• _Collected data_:
====

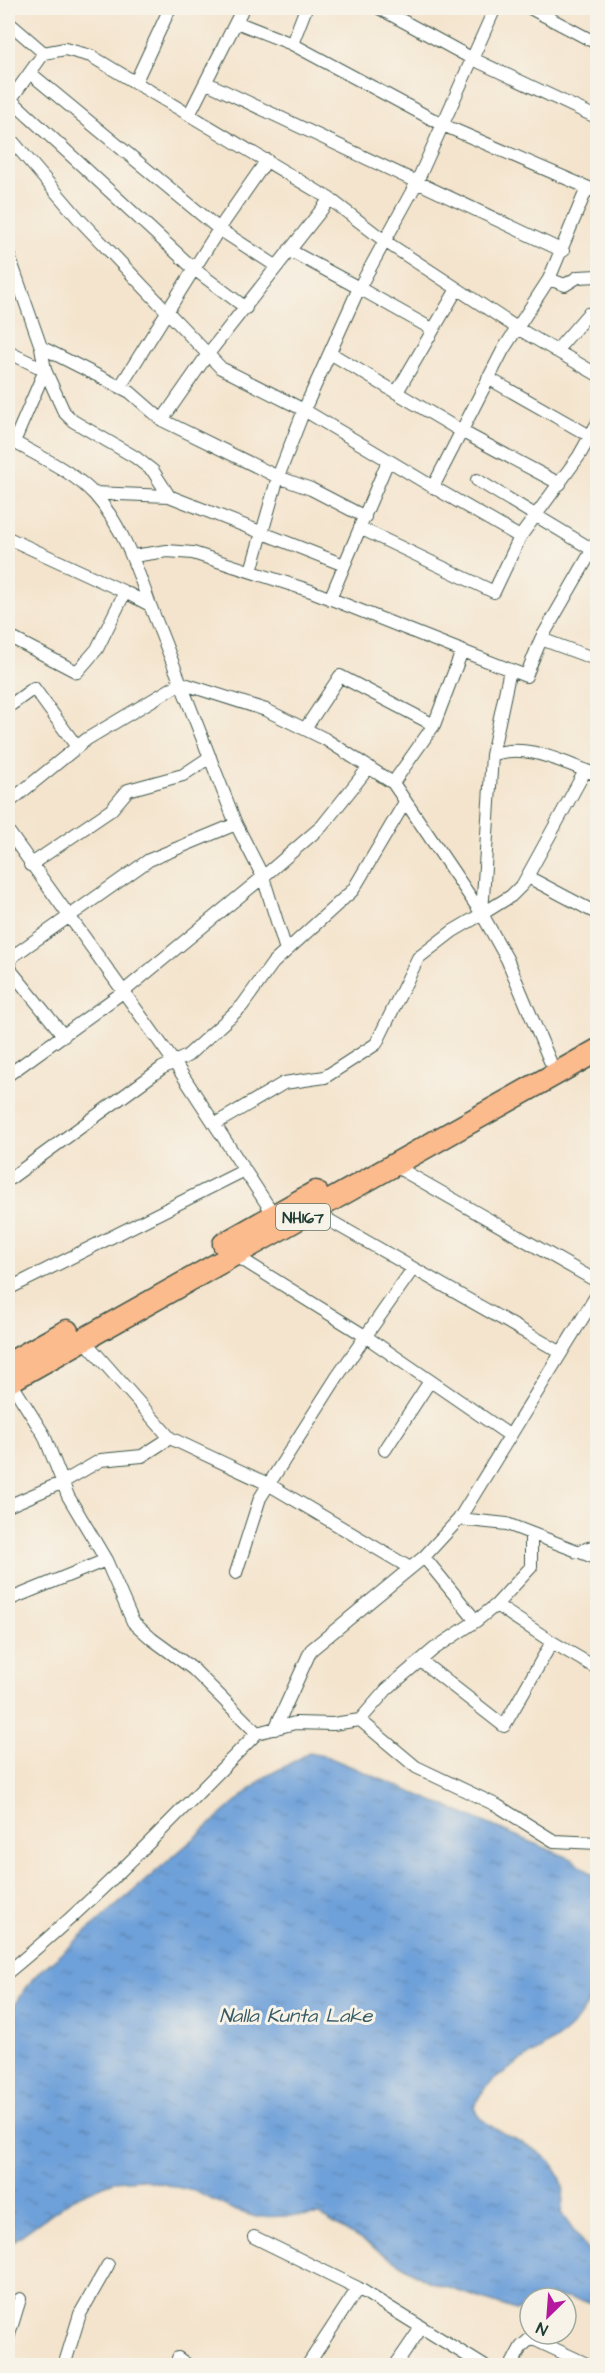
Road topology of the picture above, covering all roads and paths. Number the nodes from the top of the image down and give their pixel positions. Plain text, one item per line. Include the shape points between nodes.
1 (170, 8) edge
2 (243, 8) edge
3 (306, 8) edge
4 (379, 8) edge
5 (495, 8) edge
6 (530, 8) edge
7 (8, 22) edge
8 (236, 22) junction
9 (292, 44) junction
10 (597, 44) edge
11 (44, 53) junction
12 (473, 59) junction
13 (30, 73) junction
14 (136, 81) junction
15 (207, 83) junction
16 (9, 101) edge
17 (190, 113) junction
18 (597, 118) edge
19 (443, 125) junction
20 (8, 136) edge
21 (267, 160) junction
22 (416, 184) junction
23 (592, 190) edge
24 (330, 199) junction
25 (219, 229) junction
26 (386, 242) junction
27 (288, 250) junction
28 (563, 251) junction
29 (8, 258) edge
30 (276, 266) junction
31 (194, 269) junction
32 (597, 276) edge
33 (549, 279) junction
34 (359, 288) junction
35 (457, 289) junction
36 (246, 308) junction
37 (168, 312) junction
38 (597, 319) edge
39 (517, 328) junction
40 (432, 329) junction
41 (41, 347) junction
42 (556, 351) junction
43 (8, 352) edge
44 (330, 353) junction
45 (208, 354) junction
46 (45, 370) junction
47 (597, 375) edge
48 (488, 378) junction
49 (120, 387) junction
50 (397, 392) junction
51 (304, 410) junction
52 (162, 420) junction
53 (597, 422) edge
54 (461, 431) junction
55 (590, 436) junction
56 (11, 440) edge
57 (8, 454) edge
58 (388, 460) junction
59 (278, 477) junction
60 (477, 480) dead end
61 (560, 484) junction
62 (433, 487) junction
63 (93, 493) junction
64 (169, 496) junction
65 (535, 517) junction
66 (362, 522) junction
67 (263, 534) junction
68 (520, 537) junction
69 (8, 538) edge
70 (596, 548) edge
71 (133, 556) junction
72 (344, 565) junction
73 (251, 571) junction
74 (125, 592) junction
75 (330, 599) junction
76 (150, 605) junction
77 (8, 636) edge
78 (541, 639) junction
79 (462, 651) junction
80 (597, 660) edge
81 (510, 670) junction
82 (181, 683) junction
83 (8, 707) edge
84 (434, 724) junction
85 (305, 729) junction
86 (77, 747) junction
87 (492, 755) junction
88 (210, 758) junction
89 (369, 767) junction
90 (591, 773) edge
91 (393, 783) junction
92 (8, 802) edge
93 (405, 802) junction
94 (237, 824) junction
95 (9, 838) edge
96 (30, 865) junction
97 (263, 877) junction
98 (528, 877) junction
99 (482, 914) junction
100 (597, 914) edge
101 (68, 916) junction
102 (286, 950) junction
103 (123, 992) junction
104 (64, 1036) junction
105 (597, 1036) edge
106 (597, 1050) edge
107 (550, 1061) junction
108 (174, 1062) junction
109 (8, 1074) edge
110 (215, 1124) junction
111 (395, 1166) junction
112 (245, 1170) junction
113 (8, 1180) edge
114 (313, 1211) junction
115 (274, 1215) junction
116 (235, 1255) junction
117 (412, 1270) junction
118 (597, 1282) edge
119 (8, 1289) edge
120 (597, 1293) edge
121 (365, 1336) junction
122 (84, 1340) junction
123 (560, 1352) junction
124 (8, 1376) edge
125 (430, 1381) junction
126 (509, 1435) junction
127 (170, 1438) junction
128 (386, 1450) dead end
129 (63, 1482) junction
130 (268, 1484) junction
131 (8, 1506) edge
132 (459, 1519) junction
133 (531, 1534) junction
134 (597, 1545) edge
135 (577, 1552) junction
136 (424, 1557) junction
137 (597, 1559) edge
138 (106, 1560) junction
139 (410, 1568) junction
140 (236, 1573) dead end
141 (8, 1600) edge
142 (496, 1605) junction
143 (476, 1621) junction
144 (552, 1642) junction
145 (421, 1661) junction
146 (597, 1669) edge
147 (360, 1720) junction
148 (275, 1728) junction
149 (257, 1733) junction
150 (597, 1843) edge
151 (8, 1972) edge
152 (254, 2236) dead end
153 (108, 2265) dead end
154 (358, 2288) junction
155 (20, 2300) dead end
156 (421, 2328) junction
157 (8, 2338) edge
158 (178, 2358) dead end
159 (482, 2365) edge
160 (64, 2366) edge
161 (189, 2366) edge
162 (307, 2366) edge
163 (395, 2366) edge
164 (511, 2366) edge
165 (591, 2366) edge

1 - 14 street
2 - 8 street
3 - 9 street
4 - 12 street
5 - 12 street
6 - 10 street
7 - 11 street
8 - 9 street
8 - 15 street
9 - 19 street
11 - 13 street
11 - 14 street via 65,49 91,56
12 - 18 street
12 - 19 street
13 - 16 street
13 - 25 street
14 - 17 street
15 - 17 street
15 - 22 street
16 - 31 street
17 - 21 street
19 - 22 street
19 - 23 street
20 - 37 street via 79,219
21 - 24 street
21 - 25 street
22 - 26 street
22 - 28 street
23 - 28 street
24 - 26 street
24 - 27 street
25 - 30 street
25 - 31 street
26 - 34 street
26 - 35 street
27 - 30 street
27 - 34 street
28 - 33 street
29 - 41 street
30 - 36 street
31 - 36 street
31 - 37 street
32 - 33 street via 578,277 565,285
33 - 39 street
34 - 40 street
34 - 44 street
35 - 39 street
35 - 40 street
36 - 45 street
37 - 45 street
37 - 49 street
38 - 42 street via 588,314
39 - 42 street
39 - 48 street
40 - 50 street
41 - 46 street
41 - 49 street
42 - 47 street
43 - 46 street
44 - 50 street
44 - 51 street
45 - 51 street via 221,368
45 - 52 street
46 - 56 street
46 - 64 street via 64,412 153,471
48 - 54 street
48 - 55 street
49 - 52 street
50 - 54 street
51 - 58 street
51 - 59 street
52 - 59 street
53 - 55 street
54 - 61 street
54 - 62 street
55 - 61 street
56 - 57 street
56 - 63 street
58 - 62 street
58 - 66 street
59 - 66 street via 311,489
59 - 67 street
60 - 65 street
61 - 65 street
62 - 68 street
63 - 64 street
63 - 71 street via 116,523
64 - 67 street
65 - 68 street
65 - 70 street
66 - 68 street via 494,592
66 - 72 street
67 - 72 street
67 - 73 street
69 - 74 street
70 - 78 street
71 - 73 street via 167,551 194,553
71 - 76 street
72 - 75 street
73 - 75 street
74 - 76 street
74 - 77 street via 98,649 77,672
75 - 79 street
76 - 82 street
78 - 80 street
78 - 81 street via 526,676
79 - 81 street
79 - 84 street
81 - 87 street
82 - 85 street via 266,710
82 - 86 street
82 - 88 street
83 - 86 street via 34,688
84 - 85 street via 340,676
84 - 91 street
85 - 89 street
86 - 92 street
87 - 90 street via 507,749 526,750
87 - 99 street
88 - 94 street
88 - 96 street via 183,775 129,790 111,810
89 - 91 street
89 - 97 street via 322,826
90 - 98 street
91 - 93 street
93 - 99 street
93 - 102 street via 353,890
94 - 97 street
94 - 101 street via 149,860
95 - 96 street
96 - 101 street
97 - 102 street
97 - 103 street
98 - 99 street via 511,896
98 - 100 street
99 - 107 street via 507,959
99 - 110 street via 418,958 376,1044 325,1077 284,1083
101 - 103 street
101 - 104 street via 13,956 9,964
102 - 108 street via 242,1006 187,1056
103 - 104 street
103 - 108 street
104 - 109 street
105 - 107 highway, NH167
106 - 111 highway, NH167
107 - 115 highway, NH167
108 - 110 street
108 - 113 street
110 - 112 street
111 - 114 highway, NH167
111 - 118 street
112 - 115 street
112 - 119 street
114 - 116 highway, NH167
114 - 117 street
115 - 124 highway, NH167
116 - 121 street
116 - 122 highway, NH167
117 - 121 street
117 - 123 street
120 - 123 street
121 - 125 street
121 - 130 street
122 - 124 highway, NH167
122 - 127 street
123 - 126 street
124 - 129 street via 44,1434
125 - 126 street
125 - 128 street
126 - 132 street
127 - 129 street via 142,1456 101,1460
127 - 130 street
129 - 131 street
129 - 138 street
130 - 139 street
130 - 140 street
132 - 133 street via 507,1524
132 - 136 street
133 - 135 street
133 - 142 street via 531,1567
134 - 135 street
135 - 137 street
136 - 139 street
136 - 143 street
138 - 141 street
138 - 149 street via 134,1622 194,1670
139 - 148 street via 311,1650
142 - 143 street
142 - 144 street
143 - 145 street
144 - 145 street via 504,1726
144 - 146 street
145 - 147 street via 387,1689
147 - 148 street via 295,1723
147 - 150 street via 416,1767 498,1806 554,1841
148 - 149 street
149 - 151 street via 127,1864
152 - 154 street
153 - 160 street via 80,2314
154 - 156 street
154 - 162 street
155 - 157 street
156 - 159 street
156 - 163 street
158 - 161 street
164 - 165 street via 531,2338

====

• _Task requirements_: Give only the number of lines in the entries that contain "dead".

• _The answer_: 7